Before the money shot, there was of course the small matter of some foreplay, and on this occasion, that job fell to tour special guests Foreigner, and opening act: Europe. With an early stage time, and sadly, quite a serious traffic collision that snarled up some of the major motorway arteries into Glasgow, Europe took to the stage in front of what was quite a sparse crowd. Opening with the Led Zeppelin-like opening track to 2017’s impressive studio album ‘Walk The Earth’, Joey Tempest, John Norum, Mic Michaeli, John Leven, and Ian Haugland, set about the task of making the cavernous arena seem more like a smaller, more intimate venue. With an energy-filled 40-minute set, the Swedish veterans rattled through what would have been on any other night – the ultimate party playlist. Up against heavy hitters from both Foreigner, and Whitesnake, Europe more than held their own with bonafide anthems such as ‘Rock The Night’, ‘Carrie’, the magical Thin Lizzy-like twin guitars (from Tempest, and the always-reliable John Norum) of ‘Ready or Not’, ‘Superstitious’, ‘Cherokee’, and by the time that the set closed on what else but ‘The Final Countdown’, the crowd has swelled considerably and the evergreen, microphone stand-twirling Joey Tempest had them bouncing as one. Beginning what would be a recurring theme throughout the night, it was smiles all around from performers and audience alike.

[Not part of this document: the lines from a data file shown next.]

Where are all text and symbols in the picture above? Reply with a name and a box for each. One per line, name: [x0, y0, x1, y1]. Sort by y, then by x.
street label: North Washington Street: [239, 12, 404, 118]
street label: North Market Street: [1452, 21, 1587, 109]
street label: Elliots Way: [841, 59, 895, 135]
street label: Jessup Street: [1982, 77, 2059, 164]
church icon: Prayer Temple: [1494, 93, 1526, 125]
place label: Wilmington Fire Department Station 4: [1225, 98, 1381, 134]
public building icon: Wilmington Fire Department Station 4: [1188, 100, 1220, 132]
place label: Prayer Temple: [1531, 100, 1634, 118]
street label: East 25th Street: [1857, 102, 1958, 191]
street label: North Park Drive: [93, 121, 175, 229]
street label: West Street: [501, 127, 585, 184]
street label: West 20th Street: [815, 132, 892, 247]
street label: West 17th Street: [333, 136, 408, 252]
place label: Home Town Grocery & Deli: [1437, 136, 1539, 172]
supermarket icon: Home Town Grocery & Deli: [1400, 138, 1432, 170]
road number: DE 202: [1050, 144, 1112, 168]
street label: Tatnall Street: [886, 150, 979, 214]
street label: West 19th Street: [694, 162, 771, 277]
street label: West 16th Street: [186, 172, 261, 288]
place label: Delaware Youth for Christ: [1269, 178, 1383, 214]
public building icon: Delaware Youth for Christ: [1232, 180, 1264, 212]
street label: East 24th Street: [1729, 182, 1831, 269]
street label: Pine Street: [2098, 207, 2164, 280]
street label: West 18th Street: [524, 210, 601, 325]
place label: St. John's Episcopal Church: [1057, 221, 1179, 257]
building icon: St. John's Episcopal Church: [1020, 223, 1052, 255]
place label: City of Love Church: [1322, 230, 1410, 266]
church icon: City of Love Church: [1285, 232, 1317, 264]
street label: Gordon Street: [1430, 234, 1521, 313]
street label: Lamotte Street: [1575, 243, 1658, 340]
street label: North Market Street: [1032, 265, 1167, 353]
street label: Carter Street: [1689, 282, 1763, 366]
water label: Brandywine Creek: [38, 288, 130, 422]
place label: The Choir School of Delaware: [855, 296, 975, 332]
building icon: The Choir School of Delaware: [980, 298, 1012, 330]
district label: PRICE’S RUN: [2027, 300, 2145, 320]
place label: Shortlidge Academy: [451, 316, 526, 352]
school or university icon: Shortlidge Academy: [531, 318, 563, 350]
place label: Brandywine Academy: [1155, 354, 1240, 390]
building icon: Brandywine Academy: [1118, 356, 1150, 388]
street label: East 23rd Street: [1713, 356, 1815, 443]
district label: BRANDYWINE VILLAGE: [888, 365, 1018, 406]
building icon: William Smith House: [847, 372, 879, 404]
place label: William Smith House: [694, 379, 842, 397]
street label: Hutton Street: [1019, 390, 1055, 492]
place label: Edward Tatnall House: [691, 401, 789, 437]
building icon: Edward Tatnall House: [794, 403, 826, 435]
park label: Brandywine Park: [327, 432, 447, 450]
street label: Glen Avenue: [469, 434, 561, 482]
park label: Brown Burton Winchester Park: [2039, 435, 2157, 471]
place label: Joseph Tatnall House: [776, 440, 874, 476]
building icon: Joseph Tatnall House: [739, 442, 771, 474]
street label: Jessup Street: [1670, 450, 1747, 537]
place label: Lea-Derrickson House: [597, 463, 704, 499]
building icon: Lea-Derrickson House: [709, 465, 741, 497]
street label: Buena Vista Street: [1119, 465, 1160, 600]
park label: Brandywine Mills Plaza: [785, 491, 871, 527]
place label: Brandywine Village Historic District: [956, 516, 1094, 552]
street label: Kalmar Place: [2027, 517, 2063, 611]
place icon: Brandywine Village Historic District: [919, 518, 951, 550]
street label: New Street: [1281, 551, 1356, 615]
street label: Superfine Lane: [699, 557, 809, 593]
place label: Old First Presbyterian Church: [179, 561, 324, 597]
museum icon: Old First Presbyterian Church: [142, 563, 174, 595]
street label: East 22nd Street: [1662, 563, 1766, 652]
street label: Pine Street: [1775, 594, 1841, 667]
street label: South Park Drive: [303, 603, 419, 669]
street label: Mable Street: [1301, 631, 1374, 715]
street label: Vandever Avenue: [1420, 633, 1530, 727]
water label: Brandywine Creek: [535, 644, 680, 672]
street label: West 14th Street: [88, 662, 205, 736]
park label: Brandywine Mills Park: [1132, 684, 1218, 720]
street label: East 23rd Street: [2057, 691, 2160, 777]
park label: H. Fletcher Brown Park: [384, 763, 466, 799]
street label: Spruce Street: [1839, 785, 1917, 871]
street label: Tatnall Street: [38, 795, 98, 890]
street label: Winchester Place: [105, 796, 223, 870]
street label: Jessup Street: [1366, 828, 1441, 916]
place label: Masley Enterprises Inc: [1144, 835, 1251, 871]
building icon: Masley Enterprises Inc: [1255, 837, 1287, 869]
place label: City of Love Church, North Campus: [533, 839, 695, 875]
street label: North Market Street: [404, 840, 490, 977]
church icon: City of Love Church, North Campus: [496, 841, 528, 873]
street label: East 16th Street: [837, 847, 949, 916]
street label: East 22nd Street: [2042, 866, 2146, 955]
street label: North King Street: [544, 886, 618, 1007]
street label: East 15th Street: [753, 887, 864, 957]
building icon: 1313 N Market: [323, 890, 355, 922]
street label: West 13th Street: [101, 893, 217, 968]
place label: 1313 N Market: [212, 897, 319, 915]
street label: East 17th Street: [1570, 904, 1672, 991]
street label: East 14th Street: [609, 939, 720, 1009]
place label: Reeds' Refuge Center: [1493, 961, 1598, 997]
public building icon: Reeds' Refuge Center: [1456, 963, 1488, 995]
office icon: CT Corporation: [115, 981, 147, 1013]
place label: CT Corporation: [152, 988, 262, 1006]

For seventy minutes or so, and with a full-on production normally only afforded to the headliners, special guests Foreigner dazzled even those in the cheap seats (is there still such a thing as “cheap seats” these days?) with a romp through decades-worth of one of the most enviable back catalogues in British-American rock music. Vocalist Kelly Hansen is making it his own personal mission to connect with everyone inside the packed arena by covering every inch of the stage, as well as going walkabout down the front of the barriers during ‘Cold As Ice’, joking when he finished the song that he was “…not out of breath, I’m just horny” – the perfect segue into ‘Dirty White Boy’. The former Hurricane and Unruly Child frontman has always impressed and belongs onstage in an arena setting. Very Steven Tyler-Esque in how he performs and works the stage, Hansen is a perfect fit for Foreigner and is electrifying to watch. Part of the band now since 2005, Hansen is one-sixth of a talented group of musicians (that includes industry veteran Jeff Pilson) breathing new life into the Foreigner legacy. The standard of playing is at times staggering, especially the twin guitar work from Bruce Watson (always going to go down well in Glasgow with a name like that) and latest recruit Luis Maldonado, although when the man behind the keys, Michael Bluestein, straps on his keytar and goes front and centre for ‘Urgent’, he just about steals the show.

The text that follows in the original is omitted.